Secondly, SAA is the pre–eminent carrier for the whole continent. Its plans include establishing two hubs on both the east and west coasts of Africa. On the east it has a 40% stake in Alliance Air based in Uganda. On the west coast, SAA has just won permission from the US DoT to code–share with Nigeria Airways to Lagos–New York (in effect using Lagos as an intermediate point on Johannesburg–New York). This is potentially a very lucrative route, but the political and administrative problems that accompany any Nigeria Airways venture are formidable.
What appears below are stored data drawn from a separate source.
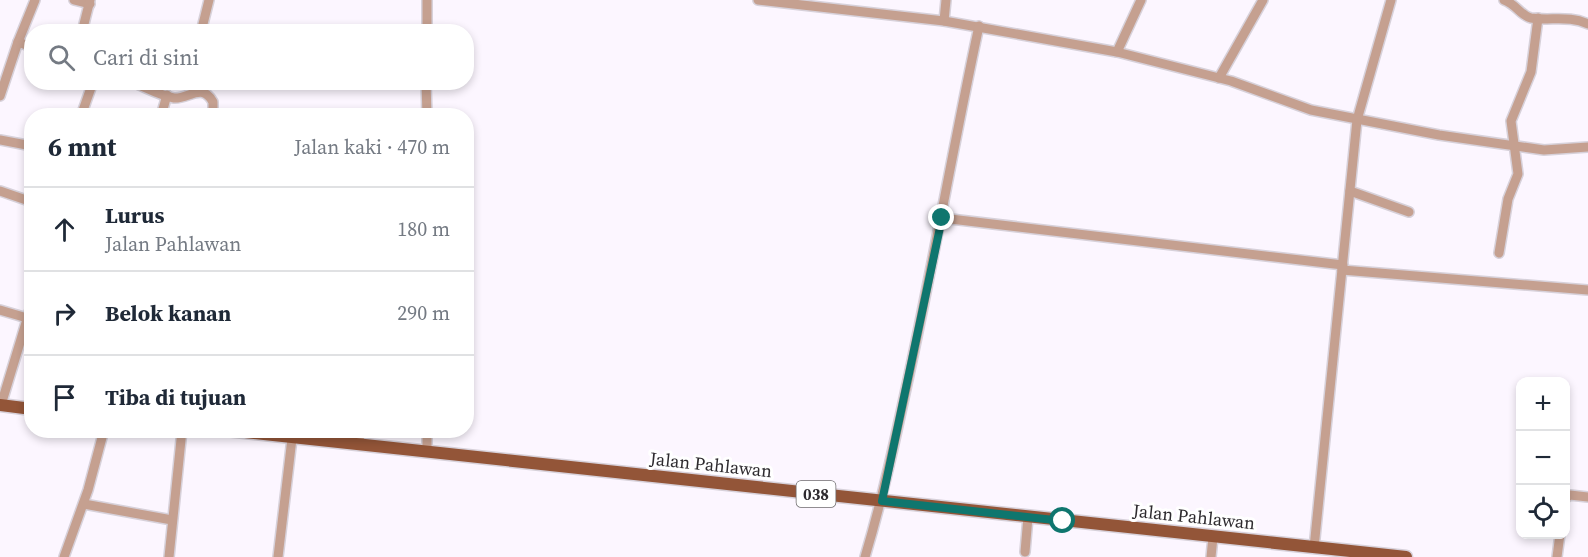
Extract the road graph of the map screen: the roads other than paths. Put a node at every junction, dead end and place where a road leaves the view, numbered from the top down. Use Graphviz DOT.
graph roads {
  1 [pos="34,0"];
  2 [pos="74,0"];
  3 [pos="209,0"];
  4 [pos="427,0"];
  5 [pos="758,0"];
  6 [pos="946,0"];
  7 [pos="1141,0"];
  8 [pos="1263,0"];
  9 [pos="1392,0"];
  10 [pos="1504,0"];
  11 [pos="90,2"];
  12 [pos="811,3"];
  13 [pos="1538,18"];
  14 [pos="944,21"];
  15 [pos="25,24"];
  16 [pos="84,24"];
  17 [pos="203,24"];
  18 [pos="426,24"];
  19 [pos="1588,24"];
  20 [pos="24,26"];
  21 [pos="979,26"];
  22 [pos="18,42"];
  23 [pos="24,44"];
  24 [pos="1116,52"];
  25 [pos="1219,78"];
  26 [pos="90,90"];
  27 [pos="154,90"];
  28 [pos="188,90"];
  29 [pos="199,90"];
  30 [pos="426,90"];
  31 [pos="167,95"];
  32 [pos="0,96"];
  33 [pos="84,108"];
  34 [pos="163,108"];
  35 [pos="212,108"];
  36 [pos="427,108"];
  37 [pos="1357,120"];
  38 [pos="0,140"];
  39 [pos="24,144"];
  40 [pos="1514,147"];
  41 [pos="1588,147"];
  42 [pos="0,191"];
  43 [pos="1350,191"];
  44 [pos="24,199"];
  45 [pos="1410,212"];
  46 [pos="942,218"];
  47 [pos="1499,253"];
  48 [pos="1342,267"];
  49 [pos="1588,290"];
  50 [pos="0,310"];
  51 [pos="24,311"];
  52 [pos="24,330"];
  53 [pos="1,405"];
  54 [pos="24,408"];
  55 [pos="102,438"];
  56 [pos="181,438"];
  57 [pos="292,438"];
  58 [pos="323,438"];
  59 [pos="360,438"];
  60 [pos="427,438"];
  61 [pos="360,444"];
  62 [pos="427,452"];
  63 [pos="1570,495"];
  64 [pos="1588,497"];
  65 [pos="882,501"];
  66 [pos="84,504"];
  67 [pos="1029,517"];
  68 [pos="172,520"];
  69 [pos="1213,537"];
  70 [pos="1559,539"];
  71 [pos="1314,548"];
  72 [pos="1025,552"];
  73 [pos="64,557"];
  74 [pos="169,557"];
  75 [pos="278,557"];
  76 [pos="865,557"];
  77 [pos="1211,557"];
  78 [pos="1406,557"];
  79 [pos="1557,557"];
  1 -- 15 [label="street"];
  2 -- 11 [label="street"];
  3 -- 17 [label="street"];
  4 -- 18 [label="street"];
  5 -- 12 [label="street"];
  6 -- 14 [label="street"];
  7 -- 24 [label="street"];
  8 -- 25 [label="street"];
  9 -- 37 [label="street"];
  10 -- 13 [label="street"];
  11 -- 16 [label="street"];
  12 -- 14 [label="street"];
  13 -- 19 [label="street"];
  13 -- 40 [label="street"];
  14 -- 21 [label="street"];
  20 -- 22 [label="street"];
  21 -- 24 [label="street"];
  21 -- 46 [label="street"];
  22 -- 23 [label="street"];
  22 -- 32 [label="street"];
  24 -- 25 [label="street"];
  25 -- 37 [label="street"];
  26 -- 33 [label="street"];
  27 -- 31 [label="street"];
  28 -- 31 [label="street"];
  29 -- 35 [label="street"];
  30 -- 36 [label="street"];
  31 -- 34 [label="street"];
  37 -- 40 [label="street"];
  37 -- 43 [label="street"];
  38 -- 39 [label="street"];
  40 -- 41 [label="street"];
  40 -- 47 [label="street"];
  42 -- 44 [label="street"];
  43 -- 45 [label="street"];
  43 -- 48 [label="street"];
  46 -- 48 [label="street"];
  46 -- 65 [label="street"];
  48 -- 49 [label="street"];
  48 -- 71 [label="street"];
  50 -- 51 [label="street"];
  52 -- 53 [label="street"];
  53 -- 54 [label="main road"];
  55 -- 66 [label="street"];
  56 -- 68 [label="street"];
  57 -- 75 [label="street"];
  58 -- 61 [label="main road, Jalan Pahlawan / 038"];
  59 -- 61 [label="street"];
  60 -- 62 [label="street"];
  61 -- 62 [label="main road, Jalan Pahlawan / 038"];
  62 -- 65 [label="main road, Jalan Pahlawan / 038"];
  63 -- 64 [label="street"];
  65 -- 67 [label="main road, Jalan Pahlawan / 038"];
  65 -- 76 [label="street"];
  66 -- 68 [label="street"];
  66 -- 73 [label="street"];
  67 -- 69 [label="main road, Jalan Pahlawan / 038"];
  67 -- 72 [label="street"];
  68 -- 74 [label="street"];
  69 -- 71 [label="main road, Jalan Pahlawan / 038"];
  69 -- 77 [label="street"];
  70 -- 79 [label="street"];
  71 -- 78 [label="main road, Jalan Pahlawan / 038"];
}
From SAA’s perspective one of the advantages of having SAir as an investor was the Swiss company’s neutrality, which allowed it to continue building links with the truly global alliances. If SAA now has to sell itself to a new airline investor, it may risk damaging its other relationships.

Its options are as follows.

SAA is potentially a member of the Star alliance (Star’s CEO was recruited from SAA). It code–shares on all services between Frankfurt, Johannesburg and Cape Town, and operates a joint cargo service with Lufthansa. The alliance extends to FFPs, shared lounges and ground handling. SAA itself does not fly to Germany but its London service has code–share and FFP links with British Midland, which is partly owned by Lufthansa.

Lufthansa has in the recent past made minority investments — in Air Canada and British Midland — to shore up the Star alliance. The pricing of SAir’s stake in SAA is likely to be significantly below what SAir paid in November and probably below what Lufthansa was willing to pay then.

There are no formal links with British Airways, but there may be incentive to form some, as SAA will soon be facing home–based competition on the London route. Africa Star is scheduled to start up services from Johannesburg to London Stansted this spring using ex–SIA 747–300s.

Oneworld partner Qantas has recently begun code–sharing with SAA as apart of its rationalisation of its services between Australia/New Zealand and South Africa. There is also an agreement in place between Cathay Pacific and SAA, which would allow code–sharing between those two airlines. American was a bidder for the 20% stake in SAA back in 1999.

Divesting rather than investing in other carriers is BA’s priority at present. Nevertheless, a good case could be made for an investment to consolidate the high–yielding business traffic on UKS. Africa. And if the investment were supported by Qantas and American, it would send a clear signal that the oneworld alliance was working again.

Air France too has a code–share with SAA on flights beyond Johannesburg. Equally significant is SAA’s agreement with Delta which allows code–sharing between Cape Town and Atlanta and New York.

Air France and Delta are probably the most acquisitive of the major airlines at present as they seek to develop and add credibility to their SkyTeam alliance. CDG offers the best hub connections for medium–yielding continental Europe to S. Africa traffic, a role that is becoming more important with the recent withdrawal of Sabena and Alitalia from S. Africa (the really low yielding traffic will continue to be carried over Athens and Istanbul by Olympic and THY).